→ Saved data entries
------------

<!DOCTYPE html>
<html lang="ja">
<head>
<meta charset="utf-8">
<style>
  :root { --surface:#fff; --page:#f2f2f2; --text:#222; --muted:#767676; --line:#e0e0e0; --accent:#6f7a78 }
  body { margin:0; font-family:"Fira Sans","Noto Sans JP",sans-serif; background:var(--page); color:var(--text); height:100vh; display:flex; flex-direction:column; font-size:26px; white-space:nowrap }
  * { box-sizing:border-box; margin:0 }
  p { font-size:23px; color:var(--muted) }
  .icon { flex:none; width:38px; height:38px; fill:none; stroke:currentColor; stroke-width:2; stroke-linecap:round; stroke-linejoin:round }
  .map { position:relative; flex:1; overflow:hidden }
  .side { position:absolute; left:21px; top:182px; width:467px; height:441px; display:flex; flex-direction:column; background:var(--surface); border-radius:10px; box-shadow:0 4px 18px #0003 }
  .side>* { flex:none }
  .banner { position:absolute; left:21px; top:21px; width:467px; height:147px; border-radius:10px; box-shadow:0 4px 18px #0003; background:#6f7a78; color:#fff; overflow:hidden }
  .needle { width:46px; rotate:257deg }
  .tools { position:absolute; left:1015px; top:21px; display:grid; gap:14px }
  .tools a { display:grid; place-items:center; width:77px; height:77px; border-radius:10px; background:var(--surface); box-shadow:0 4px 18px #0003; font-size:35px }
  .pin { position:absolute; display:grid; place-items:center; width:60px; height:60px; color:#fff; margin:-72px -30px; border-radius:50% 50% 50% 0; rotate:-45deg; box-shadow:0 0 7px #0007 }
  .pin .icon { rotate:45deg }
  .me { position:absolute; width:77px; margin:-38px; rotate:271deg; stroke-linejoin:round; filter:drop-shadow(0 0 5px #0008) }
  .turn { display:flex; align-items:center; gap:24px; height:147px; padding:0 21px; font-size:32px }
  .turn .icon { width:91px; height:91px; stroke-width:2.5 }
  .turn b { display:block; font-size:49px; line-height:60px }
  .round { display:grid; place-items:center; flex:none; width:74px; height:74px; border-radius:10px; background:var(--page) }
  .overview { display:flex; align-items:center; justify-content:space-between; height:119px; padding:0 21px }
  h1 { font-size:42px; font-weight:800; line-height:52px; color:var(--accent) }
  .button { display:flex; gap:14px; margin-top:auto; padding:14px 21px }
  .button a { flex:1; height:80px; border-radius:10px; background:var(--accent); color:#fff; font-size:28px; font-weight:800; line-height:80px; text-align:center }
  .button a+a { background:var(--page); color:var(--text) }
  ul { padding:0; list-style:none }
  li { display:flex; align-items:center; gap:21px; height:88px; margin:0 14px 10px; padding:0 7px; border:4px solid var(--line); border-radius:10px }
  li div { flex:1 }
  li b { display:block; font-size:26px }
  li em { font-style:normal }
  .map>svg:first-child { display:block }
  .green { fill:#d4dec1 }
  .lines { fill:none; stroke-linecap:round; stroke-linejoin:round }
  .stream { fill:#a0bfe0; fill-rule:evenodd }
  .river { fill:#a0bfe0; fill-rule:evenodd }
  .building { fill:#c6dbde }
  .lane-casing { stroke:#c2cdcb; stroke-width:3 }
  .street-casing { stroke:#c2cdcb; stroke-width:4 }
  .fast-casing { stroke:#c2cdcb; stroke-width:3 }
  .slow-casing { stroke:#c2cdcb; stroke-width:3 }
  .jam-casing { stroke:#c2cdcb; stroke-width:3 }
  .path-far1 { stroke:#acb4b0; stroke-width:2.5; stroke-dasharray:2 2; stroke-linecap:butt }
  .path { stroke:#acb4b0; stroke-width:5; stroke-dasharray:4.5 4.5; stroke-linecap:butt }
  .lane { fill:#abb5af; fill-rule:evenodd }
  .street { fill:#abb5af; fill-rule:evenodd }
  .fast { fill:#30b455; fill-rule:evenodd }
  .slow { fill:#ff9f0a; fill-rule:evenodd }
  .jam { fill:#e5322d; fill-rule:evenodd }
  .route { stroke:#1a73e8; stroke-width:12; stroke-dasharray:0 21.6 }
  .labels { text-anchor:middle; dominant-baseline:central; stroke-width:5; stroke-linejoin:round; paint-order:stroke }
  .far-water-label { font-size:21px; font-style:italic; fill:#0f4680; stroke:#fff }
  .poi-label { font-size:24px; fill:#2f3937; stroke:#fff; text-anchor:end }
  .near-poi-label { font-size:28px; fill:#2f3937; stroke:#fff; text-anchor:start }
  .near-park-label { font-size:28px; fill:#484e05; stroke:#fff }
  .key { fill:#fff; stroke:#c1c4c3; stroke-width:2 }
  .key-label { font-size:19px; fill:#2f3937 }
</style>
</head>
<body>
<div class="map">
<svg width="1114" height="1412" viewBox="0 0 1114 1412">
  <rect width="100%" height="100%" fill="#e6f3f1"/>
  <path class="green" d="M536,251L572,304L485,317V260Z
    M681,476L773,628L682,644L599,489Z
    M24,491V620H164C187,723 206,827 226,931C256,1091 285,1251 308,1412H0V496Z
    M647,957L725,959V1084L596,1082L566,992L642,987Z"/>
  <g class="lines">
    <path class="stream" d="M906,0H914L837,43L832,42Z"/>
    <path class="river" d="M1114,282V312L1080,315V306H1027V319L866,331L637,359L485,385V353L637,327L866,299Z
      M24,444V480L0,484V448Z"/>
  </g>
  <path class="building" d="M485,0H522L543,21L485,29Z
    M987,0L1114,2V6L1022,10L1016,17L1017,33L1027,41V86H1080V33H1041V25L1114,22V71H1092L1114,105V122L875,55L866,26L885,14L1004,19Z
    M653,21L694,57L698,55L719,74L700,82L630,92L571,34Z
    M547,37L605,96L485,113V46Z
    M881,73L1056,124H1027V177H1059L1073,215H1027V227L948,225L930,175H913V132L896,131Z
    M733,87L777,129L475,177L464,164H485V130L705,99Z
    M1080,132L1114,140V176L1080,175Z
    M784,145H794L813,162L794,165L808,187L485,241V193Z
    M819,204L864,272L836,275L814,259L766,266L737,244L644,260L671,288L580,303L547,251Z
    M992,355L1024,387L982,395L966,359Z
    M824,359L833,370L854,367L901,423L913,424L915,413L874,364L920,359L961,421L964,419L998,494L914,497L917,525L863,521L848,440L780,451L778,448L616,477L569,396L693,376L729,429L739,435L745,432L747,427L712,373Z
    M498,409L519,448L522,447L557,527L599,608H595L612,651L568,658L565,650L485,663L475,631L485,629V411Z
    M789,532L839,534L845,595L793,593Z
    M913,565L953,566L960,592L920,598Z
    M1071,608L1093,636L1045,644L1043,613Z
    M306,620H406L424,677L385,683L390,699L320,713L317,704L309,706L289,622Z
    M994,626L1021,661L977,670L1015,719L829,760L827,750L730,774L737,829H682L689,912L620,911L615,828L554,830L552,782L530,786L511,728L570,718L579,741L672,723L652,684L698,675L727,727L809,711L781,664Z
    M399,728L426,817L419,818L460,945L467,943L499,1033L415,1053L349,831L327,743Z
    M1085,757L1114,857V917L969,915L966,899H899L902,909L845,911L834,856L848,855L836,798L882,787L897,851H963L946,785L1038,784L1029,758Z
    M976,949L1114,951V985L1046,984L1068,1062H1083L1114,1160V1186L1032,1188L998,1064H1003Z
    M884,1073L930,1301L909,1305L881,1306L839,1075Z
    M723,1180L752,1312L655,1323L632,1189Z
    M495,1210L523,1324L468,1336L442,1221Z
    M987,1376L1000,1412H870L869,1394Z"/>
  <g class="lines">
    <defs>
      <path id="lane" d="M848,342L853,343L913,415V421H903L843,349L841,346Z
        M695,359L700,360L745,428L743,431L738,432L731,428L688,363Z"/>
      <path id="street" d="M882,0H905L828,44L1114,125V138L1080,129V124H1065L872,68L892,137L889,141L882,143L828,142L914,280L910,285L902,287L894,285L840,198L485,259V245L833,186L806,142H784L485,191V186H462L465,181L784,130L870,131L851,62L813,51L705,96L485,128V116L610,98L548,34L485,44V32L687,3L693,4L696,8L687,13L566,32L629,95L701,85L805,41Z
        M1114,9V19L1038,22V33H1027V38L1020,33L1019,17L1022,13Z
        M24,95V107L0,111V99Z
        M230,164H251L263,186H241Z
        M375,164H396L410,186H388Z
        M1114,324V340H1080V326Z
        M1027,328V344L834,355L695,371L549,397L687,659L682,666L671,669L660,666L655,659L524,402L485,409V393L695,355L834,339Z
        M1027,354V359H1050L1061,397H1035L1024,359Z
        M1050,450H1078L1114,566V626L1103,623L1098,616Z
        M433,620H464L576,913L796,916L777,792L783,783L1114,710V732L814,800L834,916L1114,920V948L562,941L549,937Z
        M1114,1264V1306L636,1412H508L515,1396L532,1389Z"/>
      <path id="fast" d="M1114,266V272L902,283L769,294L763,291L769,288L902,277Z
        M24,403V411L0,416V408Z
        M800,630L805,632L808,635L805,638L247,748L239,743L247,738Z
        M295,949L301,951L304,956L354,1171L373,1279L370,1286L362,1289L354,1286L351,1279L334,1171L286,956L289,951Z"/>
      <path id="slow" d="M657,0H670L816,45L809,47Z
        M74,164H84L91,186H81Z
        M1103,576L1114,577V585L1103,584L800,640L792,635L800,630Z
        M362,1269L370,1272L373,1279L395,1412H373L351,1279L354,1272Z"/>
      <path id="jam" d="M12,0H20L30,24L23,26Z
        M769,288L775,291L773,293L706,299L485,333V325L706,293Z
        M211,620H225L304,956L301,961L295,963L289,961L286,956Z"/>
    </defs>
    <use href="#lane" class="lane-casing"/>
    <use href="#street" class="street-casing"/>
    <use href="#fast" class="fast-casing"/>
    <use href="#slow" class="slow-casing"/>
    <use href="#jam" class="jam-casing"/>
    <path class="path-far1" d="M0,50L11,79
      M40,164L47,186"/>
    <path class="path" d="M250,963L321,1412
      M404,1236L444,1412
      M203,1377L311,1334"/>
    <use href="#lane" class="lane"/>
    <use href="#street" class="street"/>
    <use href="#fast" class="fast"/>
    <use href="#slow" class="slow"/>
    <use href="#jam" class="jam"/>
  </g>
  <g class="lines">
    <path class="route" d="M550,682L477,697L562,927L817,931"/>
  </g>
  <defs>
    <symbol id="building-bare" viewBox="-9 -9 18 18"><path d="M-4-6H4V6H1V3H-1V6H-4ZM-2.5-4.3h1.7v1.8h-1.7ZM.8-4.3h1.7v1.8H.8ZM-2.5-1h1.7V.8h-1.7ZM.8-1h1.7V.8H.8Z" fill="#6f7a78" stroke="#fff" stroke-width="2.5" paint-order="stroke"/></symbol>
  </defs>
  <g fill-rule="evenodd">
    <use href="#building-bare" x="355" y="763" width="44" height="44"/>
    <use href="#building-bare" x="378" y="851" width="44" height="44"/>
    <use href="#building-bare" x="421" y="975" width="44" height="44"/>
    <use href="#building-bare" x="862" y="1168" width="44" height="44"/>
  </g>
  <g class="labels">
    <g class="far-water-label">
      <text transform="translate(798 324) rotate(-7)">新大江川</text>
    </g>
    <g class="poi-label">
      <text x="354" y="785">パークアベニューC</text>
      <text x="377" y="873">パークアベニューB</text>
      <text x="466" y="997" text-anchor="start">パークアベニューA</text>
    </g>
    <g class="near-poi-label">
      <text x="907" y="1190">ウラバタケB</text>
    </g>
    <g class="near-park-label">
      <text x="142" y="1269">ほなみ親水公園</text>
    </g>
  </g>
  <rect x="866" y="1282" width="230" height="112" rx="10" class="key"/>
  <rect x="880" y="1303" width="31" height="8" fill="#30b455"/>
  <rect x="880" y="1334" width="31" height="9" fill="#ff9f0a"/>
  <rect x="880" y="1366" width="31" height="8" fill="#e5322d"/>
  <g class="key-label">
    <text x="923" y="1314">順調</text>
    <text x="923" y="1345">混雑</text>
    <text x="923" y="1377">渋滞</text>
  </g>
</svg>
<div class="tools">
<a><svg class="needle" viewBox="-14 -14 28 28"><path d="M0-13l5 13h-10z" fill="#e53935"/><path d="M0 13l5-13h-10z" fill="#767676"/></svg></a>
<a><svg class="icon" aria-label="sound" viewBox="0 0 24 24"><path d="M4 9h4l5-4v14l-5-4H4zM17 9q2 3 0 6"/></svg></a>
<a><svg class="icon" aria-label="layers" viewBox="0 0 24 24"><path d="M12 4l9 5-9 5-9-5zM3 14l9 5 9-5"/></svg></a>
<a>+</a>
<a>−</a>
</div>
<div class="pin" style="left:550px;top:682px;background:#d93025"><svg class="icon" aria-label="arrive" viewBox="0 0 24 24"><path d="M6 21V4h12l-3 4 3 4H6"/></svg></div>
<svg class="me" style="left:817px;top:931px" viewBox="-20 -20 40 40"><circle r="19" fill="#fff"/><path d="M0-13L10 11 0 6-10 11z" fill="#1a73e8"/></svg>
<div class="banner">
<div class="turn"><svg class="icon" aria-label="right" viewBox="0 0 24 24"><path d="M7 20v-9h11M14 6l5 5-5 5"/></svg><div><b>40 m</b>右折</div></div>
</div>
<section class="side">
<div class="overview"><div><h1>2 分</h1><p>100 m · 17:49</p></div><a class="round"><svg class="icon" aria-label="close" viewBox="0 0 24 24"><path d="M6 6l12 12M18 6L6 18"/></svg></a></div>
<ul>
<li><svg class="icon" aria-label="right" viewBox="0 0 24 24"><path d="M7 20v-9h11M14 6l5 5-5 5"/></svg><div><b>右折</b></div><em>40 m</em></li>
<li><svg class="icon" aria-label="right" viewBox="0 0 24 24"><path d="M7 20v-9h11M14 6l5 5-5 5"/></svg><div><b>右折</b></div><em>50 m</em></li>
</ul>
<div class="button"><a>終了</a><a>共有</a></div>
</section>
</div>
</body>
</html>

------------

→ Exercise goal
Show each line in the data where the string "body" appears.

→ Your response
  body { margin:0; font-family:"Fira Sans","Noto Sans JP",sans-serif; background:var(--page); color:var(--text); height:100vh; display:flex; flex-direction:column; font-size:26px; white-space:nowrap }
<body>
</body>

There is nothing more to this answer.